Monte Conner reveals why Gorguts was dropped from Roadrunner Records!

22/10/2021 Articles Share

Roadrunner Record’s Monte Conner has released a lengthy statement regarding Gorguts’ Considered Dead 30-year anniversary via his Facebook page in which he describes why Gorguts was dropped from Roadrunner Records. You can read the whole statement here:

 

At the time of release, some critics were quick to point out that it was somewhat derivative of the band Death. But those critics were quickly silenced two years later when the band's second album "The Erosion of Sanity" saw the band making a massive creative leap. A leap that was still just a drop in the bucket compared to where they would head later.

Sadly, Roadrunner’s owner Cees Wessels forced me to drop almost of our death metal bands in an unfortunate purge from 1994-1995. He felt the genre's sales potential had hit a brick wall by then. Everything I signed and did at Roadrunner was run through the gauntlet of Cees. He made the rules and I operated within them. Some mistakes aside, he was and still is a totally brilliant businessman and his passion, commitment and drive is why Roadrunner became the massive powerhouse and success story it is.

After we parted ways, Gorguts mastermind Luc Lemay and I remained friends, and I have always considered him one of the nicest and sweetest guys I ever worked with. Gorguts' most successful period would happen after their Roadrunner days with 1998's groundbreaking "Obscura." Amazingly, their star would rise even further, with the band hitting a commercial peak in 2013 when their fifth album "Colored Sands" reached a whole new hipster generation and made them cooler than they had ever been. It was even nominated for a Juno Award in Canada. That's right, 22 years after I signed Gorguts in 1991 off of their "…And Then Comes Lividity" 1990 demo, Luc made me look like a total genius!

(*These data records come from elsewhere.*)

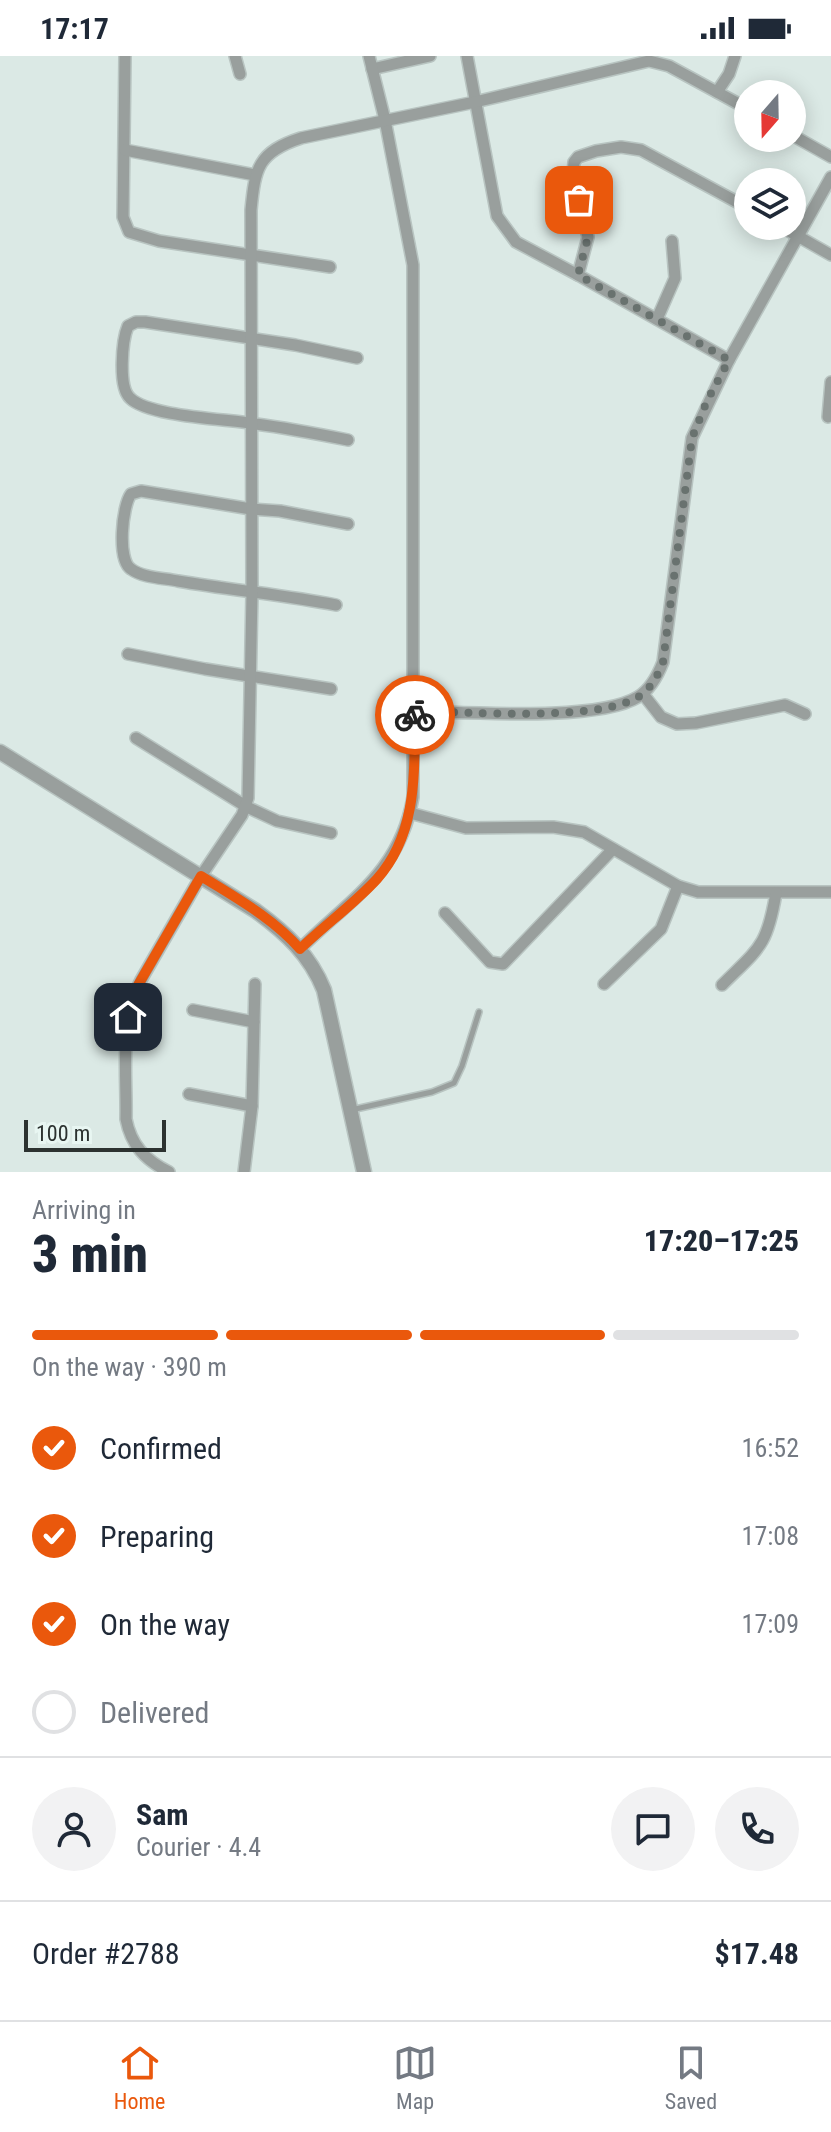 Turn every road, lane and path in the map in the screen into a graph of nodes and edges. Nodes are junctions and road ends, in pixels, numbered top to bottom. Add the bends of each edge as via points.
1 (125, 56) edge
2 (235, 56) edge
3 (369, 56) edge
4 (430, 56) edge
5 (467, 56) edge
6 (735, 56) edge
7 (372, 69) junction
8 (240, 74) dead end
9 (717, 92) junction
10 (734, 101) edge
11 (475, 102) junction
12 (385, 120) junction
13 (806, 143) edge
14 (125, 150) junction
15 (831, 157) edge
16 (255, 175) junction
17 (831, 177) edge
18 (734, 200) edge
19 (806, 224) edge
20 (797, 240) edge
21 (804, 240) edge
22 (672, 241) dead end
23 (251, 255) junction
24 (831, 255) edge
25 (330, 267) dead end
26 (578, 275) junction
27 (657, 319) junction
28 (252, 340) junction
29 (357, 358) dead end
30 (729, 360) junction
31 (831, 382) edge
32 (828, 417) dead end
33 (251, 423) junction
34 (348, 440) dead end
35 (251, 509) junction
36 (348, 524) dead end
37 (252, 593) junction
38 (336, 605) dead end
39 (128, 654) dead end
40 (251, 675) junction
41 (331, 689) dead end
42 (643, 694) junction
43 (415, 711) junction
44 (805, 714) dead end
45 (136, 738) dead end
46 (0, 752) edge
47 (247, 807) junction
48 (410, 813) junction
49 (331, 833) dead end
50 (613, 849) junction
51 (201, 876) junction
52 (678, 886) junction
53 (831, 892) edge
54 (776, 893) junction
55 (445, 913) dead end
56 (300, 949) junction
57 (255, 984) dead end
58 (604, 984) dead end
59 (722, 985) dead end
60 (193, 1010) dead end
61 (479, 1012) dead end
62 (254, 1022) junction
63 (189, 1094) dead end
64 (252, 1106) junction
65 (351, 1110) junction
66 (169, 1172) edge
67 (244, 1172) edge
68 (364, 1172) edge

1 - 14 street
2 - 8 street
3 - 7 street
4 - 7 street
5 - 11 street
6 - 9 street
7 - 12 street
9 - 10 street
9 - 11 street via 649,61
11 - 12 street
11 - 26 street via 502,226 516,242
12 - 16 street via 283,144 260,163
12 - 43 street via 415,290
13 - 15 street
14 - 16 street
14 - 23 street via 123,217 129,232
16 - 23 street
17 - 19 street
18 - 26 street via 641,150 621,147 578,157 573,175 588,237
20 - 30 street
21 - 24 street
22 - 27 street via 675,278
23 - 25 street
23 - 28 street
26 - 27 street
27 - 30 street
28 - 29 street
28 - 33 street
28 - 33 street via 136,322 126,329 123,365 125,392 141,405
30 - 42 street via 692,438 663,662
31 - 32 street
33 - 34 street
33 - 35 street
35 - 36 street
35 - 37 street
35 - 37 street via 135,492 127,498 123,531 131,570
37 - 38 street
37 - 40 street
39 - 40 street
40 - 41 street
40 - 47 street
42 - 43 street via 594,710
42 - 44 street via 661,717 677,724 785,705
43 - 48 street
45 - 47 street
46 - 51 street
47 - 49 street via 277,821
47 - 51 street
48 - 50 street via 474,829 568,828
48 - 56 street via 377,878
50 - 52 street
50 - 55 street via 503,964 490,962
51 - 56 street via 282,930
51 - 66 street via 133,994 128,1017 128,1132 142,1154
52 - 54 street via 710,894
52 - 58 street via 661,929
53 - 54 street
54 - 59 street via 765,941
56 - 65 street via 324,990
57 - 62 street
60 - 62 street
61 - 65 lane via 454,1083
62 - 64 street
63 - 64 street
64 - 67 street
65 - 68 street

Now let’s have a look a high-quality scan of Dan Seagrave's cover art. In 2014, Dan updated it for the box set "...And Then Comes Lividity - A Demo Anthology," and I have a scan of that as well. Explaining the new concept at the time, Dan said, “We are now looking at the same location some hundred or so years later. The place is a ruin, roof caved in and a strange fossilization process has entered the vicinity. With that, the encroachment of the boxed figures from the other album cover I made for the band ('The Erosion of Sanity'). These boxes hold discarded evolutional possibilities. Such as seen in another one of my works 'Descendant.' Their DNA infusing all around it and growing a new breed of rejected life forms."

 

Gorguts released 2 of their albums via Roadrunner Records, Considered Dead (1991) and The Erosion of Sanity (1993). They were at the time replaced by Fear Factory. Dan Seagrave did artworks for 3 Gorguts releases, Considered Dead, The Erosion of Sanity and ...And then Comes Lividity. The Erosion of Sanity was ranked #10 on our list of top 50 Dan Seagrave album covers!